# Create CMIP6 Grid-Area Files

This notebook extracts all available grid-area files from all CMIP6 models and stores them in a new output path.\
Additionally, it calculates the grid-area for all different sea-ice concentration grids for each model.

## Import modules

In [1]:
import numpy as np
import glob          #  Unix style pathname pattern expansion
import os            #  Operating system
import sys           #  system specific 
import pickle          
import subprocess
import intake
import re
import matplotlib.pyplot as plt
import seaborn as sns
from tqdm import tqdm # For progress bar
from cdo import Cdo   # Climate Data operator 
cdo = Cdo()           # object to use CDO in python

sys.path.insert(0, '/home/u/u301557/UHH-CMIP6/scripts/functions')
import STOR_CMIP6

print("DONE")

DONE


## Define Variables

In [2]:
scenarios = ['historical',
             'ssp119',
             'ssp126',  
              'ssp370', 
             'ssp245',
             'ssp585', 
             'piControl',
             '1pctCO2']

subfolders = STOR_CMIP6.subfolders                             # Dictionary with names for the subfolders for each scenario 
    
basepath = '/pool/data/CMIP6/data/'                            # where CMIP6 model data is stored
outpath  = '/work/uo1227/u301557/ArcticCarbon/data/gridarea/'    # change to your own outpath                                 

print("SETUP:")
print(" - "+ outpath)

SETUP:
 - /work/uo1227/u301557/ArcticCarbon/data/gridarea/


# Iterative loop to get areacello and areacella

## Functions

### Create Model List

In [3]:
def Model_Search_by_Project(basepath,projects,debug=False):
    """
    Creates a dictionary of model centers with the corresponding models depending on the CMIP6 project(s)

    Parameters
    ----------
    basepath : str
        Inpath where CMIP6 data is stored.
    projects : list
        Name of CMIP6 projects as strings to check for participating modelling centers.
    debug : boolean
        Controls print statements.
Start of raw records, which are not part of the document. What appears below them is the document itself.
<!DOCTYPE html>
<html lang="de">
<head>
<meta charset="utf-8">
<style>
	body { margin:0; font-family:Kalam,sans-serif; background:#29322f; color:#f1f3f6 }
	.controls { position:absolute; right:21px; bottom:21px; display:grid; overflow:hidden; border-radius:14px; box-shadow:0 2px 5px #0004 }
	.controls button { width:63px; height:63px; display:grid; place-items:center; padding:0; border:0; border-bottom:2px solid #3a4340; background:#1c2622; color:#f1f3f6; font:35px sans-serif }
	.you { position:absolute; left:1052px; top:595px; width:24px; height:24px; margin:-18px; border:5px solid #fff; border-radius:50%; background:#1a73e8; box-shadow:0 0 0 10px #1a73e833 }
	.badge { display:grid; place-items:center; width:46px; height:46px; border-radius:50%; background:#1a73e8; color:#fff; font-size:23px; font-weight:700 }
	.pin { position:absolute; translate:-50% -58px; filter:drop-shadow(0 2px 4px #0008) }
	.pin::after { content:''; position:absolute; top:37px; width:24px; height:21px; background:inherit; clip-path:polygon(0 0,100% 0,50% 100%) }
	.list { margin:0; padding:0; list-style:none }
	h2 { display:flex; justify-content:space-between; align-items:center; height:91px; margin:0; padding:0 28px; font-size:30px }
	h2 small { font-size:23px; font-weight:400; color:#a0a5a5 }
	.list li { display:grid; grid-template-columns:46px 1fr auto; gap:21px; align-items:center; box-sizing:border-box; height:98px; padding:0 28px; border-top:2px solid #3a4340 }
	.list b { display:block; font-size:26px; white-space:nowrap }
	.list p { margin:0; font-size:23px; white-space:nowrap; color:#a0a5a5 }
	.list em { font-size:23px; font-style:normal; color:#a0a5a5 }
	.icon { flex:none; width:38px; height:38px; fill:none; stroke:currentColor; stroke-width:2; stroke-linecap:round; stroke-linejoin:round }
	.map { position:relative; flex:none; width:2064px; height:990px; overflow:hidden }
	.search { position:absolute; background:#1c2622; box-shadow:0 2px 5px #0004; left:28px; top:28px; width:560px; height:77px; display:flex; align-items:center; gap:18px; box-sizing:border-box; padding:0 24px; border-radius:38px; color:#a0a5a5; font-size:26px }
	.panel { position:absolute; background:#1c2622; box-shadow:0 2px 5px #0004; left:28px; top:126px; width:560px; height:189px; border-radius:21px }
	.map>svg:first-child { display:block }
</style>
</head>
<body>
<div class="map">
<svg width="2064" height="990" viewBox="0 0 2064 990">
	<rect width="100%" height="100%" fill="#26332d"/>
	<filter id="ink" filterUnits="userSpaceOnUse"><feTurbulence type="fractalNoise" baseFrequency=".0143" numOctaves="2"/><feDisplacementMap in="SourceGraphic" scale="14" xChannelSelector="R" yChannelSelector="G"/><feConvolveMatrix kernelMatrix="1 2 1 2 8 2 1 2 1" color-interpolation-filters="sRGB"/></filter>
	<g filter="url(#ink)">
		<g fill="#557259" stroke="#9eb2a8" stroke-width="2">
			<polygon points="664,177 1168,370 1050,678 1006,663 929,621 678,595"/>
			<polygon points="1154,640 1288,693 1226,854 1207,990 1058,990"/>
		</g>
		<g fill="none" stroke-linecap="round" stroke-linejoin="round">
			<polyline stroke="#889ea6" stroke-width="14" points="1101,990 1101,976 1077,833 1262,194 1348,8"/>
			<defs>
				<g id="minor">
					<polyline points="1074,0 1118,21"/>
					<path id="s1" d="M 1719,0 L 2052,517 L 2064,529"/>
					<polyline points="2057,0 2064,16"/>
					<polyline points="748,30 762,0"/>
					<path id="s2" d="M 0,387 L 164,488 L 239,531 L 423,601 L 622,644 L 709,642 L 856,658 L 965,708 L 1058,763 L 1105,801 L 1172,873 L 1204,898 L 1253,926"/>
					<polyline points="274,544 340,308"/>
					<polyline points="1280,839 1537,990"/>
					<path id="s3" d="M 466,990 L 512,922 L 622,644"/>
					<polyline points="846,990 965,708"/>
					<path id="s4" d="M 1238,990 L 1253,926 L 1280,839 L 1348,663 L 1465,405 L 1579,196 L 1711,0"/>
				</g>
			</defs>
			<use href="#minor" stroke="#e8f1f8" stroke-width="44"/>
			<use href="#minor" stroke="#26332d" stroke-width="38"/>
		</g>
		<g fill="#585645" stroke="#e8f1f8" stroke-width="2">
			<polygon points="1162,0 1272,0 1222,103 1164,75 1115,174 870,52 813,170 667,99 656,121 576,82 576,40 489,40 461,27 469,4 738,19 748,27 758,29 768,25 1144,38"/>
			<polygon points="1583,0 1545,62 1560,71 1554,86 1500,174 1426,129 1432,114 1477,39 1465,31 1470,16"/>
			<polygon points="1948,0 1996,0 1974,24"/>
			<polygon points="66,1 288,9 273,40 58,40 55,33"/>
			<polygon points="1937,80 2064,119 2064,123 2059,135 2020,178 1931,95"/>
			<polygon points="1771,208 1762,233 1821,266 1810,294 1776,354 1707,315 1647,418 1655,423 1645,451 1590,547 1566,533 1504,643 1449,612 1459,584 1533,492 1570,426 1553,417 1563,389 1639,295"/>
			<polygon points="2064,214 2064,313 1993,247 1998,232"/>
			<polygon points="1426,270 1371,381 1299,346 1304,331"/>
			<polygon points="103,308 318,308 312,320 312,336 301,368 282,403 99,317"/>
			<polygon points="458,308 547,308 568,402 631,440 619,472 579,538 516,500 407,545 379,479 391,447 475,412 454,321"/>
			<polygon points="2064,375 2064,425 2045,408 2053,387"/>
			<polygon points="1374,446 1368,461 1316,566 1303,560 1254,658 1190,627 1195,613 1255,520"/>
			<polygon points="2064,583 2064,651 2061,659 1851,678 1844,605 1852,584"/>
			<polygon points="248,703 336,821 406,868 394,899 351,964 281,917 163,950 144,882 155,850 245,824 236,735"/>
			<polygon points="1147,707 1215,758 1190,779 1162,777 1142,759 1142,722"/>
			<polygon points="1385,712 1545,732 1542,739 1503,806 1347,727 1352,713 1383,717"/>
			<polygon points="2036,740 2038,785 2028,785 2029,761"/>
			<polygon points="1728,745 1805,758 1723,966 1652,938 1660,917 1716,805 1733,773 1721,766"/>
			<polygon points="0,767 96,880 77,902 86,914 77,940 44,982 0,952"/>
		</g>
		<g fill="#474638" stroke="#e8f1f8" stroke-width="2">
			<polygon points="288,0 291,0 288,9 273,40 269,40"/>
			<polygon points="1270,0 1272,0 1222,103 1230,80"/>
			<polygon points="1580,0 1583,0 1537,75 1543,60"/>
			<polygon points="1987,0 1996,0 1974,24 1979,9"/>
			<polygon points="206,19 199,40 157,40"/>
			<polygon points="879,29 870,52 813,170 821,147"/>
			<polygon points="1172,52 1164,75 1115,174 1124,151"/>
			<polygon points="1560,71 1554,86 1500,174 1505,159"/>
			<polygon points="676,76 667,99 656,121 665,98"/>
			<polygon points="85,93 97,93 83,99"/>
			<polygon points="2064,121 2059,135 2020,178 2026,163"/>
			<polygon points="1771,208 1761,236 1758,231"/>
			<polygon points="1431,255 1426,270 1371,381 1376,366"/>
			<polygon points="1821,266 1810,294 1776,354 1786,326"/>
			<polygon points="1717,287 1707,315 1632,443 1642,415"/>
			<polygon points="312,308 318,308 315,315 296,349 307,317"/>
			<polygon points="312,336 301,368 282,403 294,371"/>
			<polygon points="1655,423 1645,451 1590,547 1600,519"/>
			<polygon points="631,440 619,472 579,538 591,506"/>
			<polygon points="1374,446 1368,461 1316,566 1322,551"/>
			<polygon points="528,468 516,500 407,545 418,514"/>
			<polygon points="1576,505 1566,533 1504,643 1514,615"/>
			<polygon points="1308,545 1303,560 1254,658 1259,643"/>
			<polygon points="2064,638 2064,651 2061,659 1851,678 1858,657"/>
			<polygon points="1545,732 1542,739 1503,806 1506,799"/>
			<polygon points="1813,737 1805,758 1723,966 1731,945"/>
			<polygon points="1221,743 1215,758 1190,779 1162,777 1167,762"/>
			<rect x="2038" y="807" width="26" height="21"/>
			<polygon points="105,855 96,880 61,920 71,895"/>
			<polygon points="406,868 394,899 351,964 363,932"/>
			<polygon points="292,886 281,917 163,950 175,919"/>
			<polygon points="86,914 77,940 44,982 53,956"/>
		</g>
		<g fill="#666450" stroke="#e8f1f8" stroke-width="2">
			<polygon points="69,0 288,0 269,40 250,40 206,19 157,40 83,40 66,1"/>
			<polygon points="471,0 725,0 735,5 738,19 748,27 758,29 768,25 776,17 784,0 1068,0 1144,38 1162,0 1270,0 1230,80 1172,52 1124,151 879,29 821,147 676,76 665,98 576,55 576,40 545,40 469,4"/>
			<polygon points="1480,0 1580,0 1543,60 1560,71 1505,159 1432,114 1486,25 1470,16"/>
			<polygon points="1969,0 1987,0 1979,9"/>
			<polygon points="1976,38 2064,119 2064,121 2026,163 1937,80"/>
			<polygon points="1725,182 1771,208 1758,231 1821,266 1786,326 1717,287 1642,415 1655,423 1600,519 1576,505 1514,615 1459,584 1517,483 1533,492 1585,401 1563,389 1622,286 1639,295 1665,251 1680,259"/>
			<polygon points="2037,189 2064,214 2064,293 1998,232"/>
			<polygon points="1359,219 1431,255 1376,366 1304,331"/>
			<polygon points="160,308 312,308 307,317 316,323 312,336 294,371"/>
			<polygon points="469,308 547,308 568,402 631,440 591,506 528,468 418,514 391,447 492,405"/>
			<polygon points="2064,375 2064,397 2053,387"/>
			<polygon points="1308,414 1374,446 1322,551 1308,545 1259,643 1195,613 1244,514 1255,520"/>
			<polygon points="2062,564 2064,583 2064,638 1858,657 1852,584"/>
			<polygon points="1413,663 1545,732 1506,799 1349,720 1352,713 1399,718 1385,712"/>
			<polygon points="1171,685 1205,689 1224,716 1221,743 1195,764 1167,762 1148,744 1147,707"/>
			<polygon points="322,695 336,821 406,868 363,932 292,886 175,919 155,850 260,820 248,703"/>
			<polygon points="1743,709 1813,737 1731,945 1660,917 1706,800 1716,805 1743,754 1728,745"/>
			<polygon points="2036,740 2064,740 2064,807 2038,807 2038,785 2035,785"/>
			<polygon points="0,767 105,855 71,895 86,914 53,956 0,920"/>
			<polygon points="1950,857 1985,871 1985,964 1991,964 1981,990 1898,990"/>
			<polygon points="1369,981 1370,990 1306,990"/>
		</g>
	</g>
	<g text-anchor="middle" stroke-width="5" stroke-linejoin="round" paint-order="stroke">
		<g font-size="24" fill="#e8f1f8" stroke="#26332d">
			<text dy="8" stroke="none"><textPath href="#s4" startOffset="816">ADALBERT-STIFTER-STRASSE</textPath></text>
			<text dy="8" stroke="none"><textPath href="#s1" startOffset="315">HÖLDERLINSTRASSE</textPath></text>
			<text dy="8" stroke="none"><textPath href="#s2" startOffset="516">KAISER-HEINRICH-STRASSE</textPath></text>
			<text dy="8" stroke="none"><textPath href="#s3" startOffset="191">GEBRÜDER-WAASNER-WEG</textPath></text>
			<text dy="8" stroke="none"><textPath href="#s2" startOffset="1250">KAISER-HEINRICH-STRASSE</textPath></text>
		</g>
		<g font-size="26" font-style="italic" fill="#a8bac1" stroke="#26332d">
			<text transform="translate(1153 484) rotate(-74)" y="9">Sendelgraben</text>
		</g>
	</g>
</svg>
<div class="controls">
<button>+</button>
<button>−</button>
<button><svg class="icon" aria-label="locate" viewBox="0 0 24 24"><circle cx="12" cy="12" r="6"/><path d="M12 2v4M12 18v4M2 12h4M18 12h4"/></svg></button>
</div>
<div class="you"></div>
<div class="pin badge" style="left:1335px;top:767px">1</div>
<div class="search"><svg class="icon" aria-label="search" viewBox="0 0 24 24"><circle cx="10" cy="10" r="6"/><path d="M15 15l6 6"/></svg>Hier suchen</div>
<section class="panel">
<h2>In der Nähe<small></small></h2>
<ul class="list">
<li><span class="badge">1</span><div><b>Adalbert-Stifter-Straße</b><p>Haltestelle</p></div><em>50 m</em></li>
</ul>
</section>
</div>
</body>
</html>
The default is False.

    Returns
    -------
    allmodels : dict
        All participating models sorted by modelling centers.
        allmodels = {modelcenter : list of models}

    """ 
    
    
    allmodels = {}
    num = 0

    modelcenters = [os.path.basename(x) for x in glob.glob(basepath+"/"+projects[0]+"/*")]
    for modelcenter in modelcenters[:]:
        models = [os.path.basename(x) for x in glob.glob(basepath+"/"+projects[0]+"/"+modelcenter+'/*')]
        allmodels[modelcenter] = models
        num += len(models)
    if debug:
        print(num)
    
    if len(projects)>1:
        for project in projects[1:]:
            modelcenters2 = [os.path.basename(x) for x in glob.glob(basepath+"/"+project+"/*")]
            for modelcenter in modelcenters2[:]:
                if modelcenter not in modelcenters:
                    if debug:
                        print(modelcenter)
                    allmodels[modelcenter]=[]
                models = [os.path.basename(x) for x in glob.glob(basepath+"/"+project+"/"+modelcenter+'/*')]
                for model in models:
                    if model not in allmodels[modelcenter]:
                        if debug:
                            print(model)
                        allmodels[modelcenter].append(model)
        if debug:
            print(allmodels)

    number = 0
    for modelcenter in list(allmodels.keys()):
        number += len(allmodels[modelcenter])
    
    print("Found", number, "models from", len(list(allmodels.keys())), "differnt modelcenters in", projects)
    
    return allmodels

### Copy grid-area file

In [7]:
def copy_areacellx(areafiles, model, grid):
    """
    Copy areacello/a files to outpath and set missing values to NaN.
    Includes a special treatment for FGOALS-f3-L and FGOALS-g3.

    Parameters
    ----------
    areafiles : list
        All available areacello/a files.
    model : string
        Model name for file naming.
    grid : string
        Either "ocean" or "atmos" (depending on the areafiles).

    Returns
    -------
    None.

    """
    
    grid_list = []
    if model in ["FGOALS-f3-L","FGOALS-g3"]:
        special_treatment = "-setctomiss,1.e+35 -invertlat "
    else:
        special_treatment = ""
        
    for file in areafiles:
        grid_type = file.split("/")[-1].split("_")[5].split(".")[0]
        if grid_type not in grid_list:
            grid_list.append(grid_type)
        areafile = outpath+model+'_'+cmipvar[grid]+'_'+grid_type+'.nc'
        
        if not os.path.isfile(areafile):    
            try: 
                cdo.copy(input ="-chname,longitude,lon -chname,latitude,lat -setmissval,nan -setctomiss,0 -setattribute,"+cmipvar[grid]+"@comment='provided gridfile ("+grid+" grid)' "+special_treatment+ file, output = areafile)
                if os.path.isfile(areafile):
                    print("... copy",cmipvar[grid], "as",areafile)
            except Exception as e:
                print(e)
                print("!!! failed to copy: ",cmipvar[grid], modelcenter, model)
                
    for grid_type in grid_list:
        areafile = outpath+model+'_'+cmipvar[grid]+'_'+grid_type+'.nc'
        if not os.path.isfile(areafile):
            print("!!! failed to get", areafile)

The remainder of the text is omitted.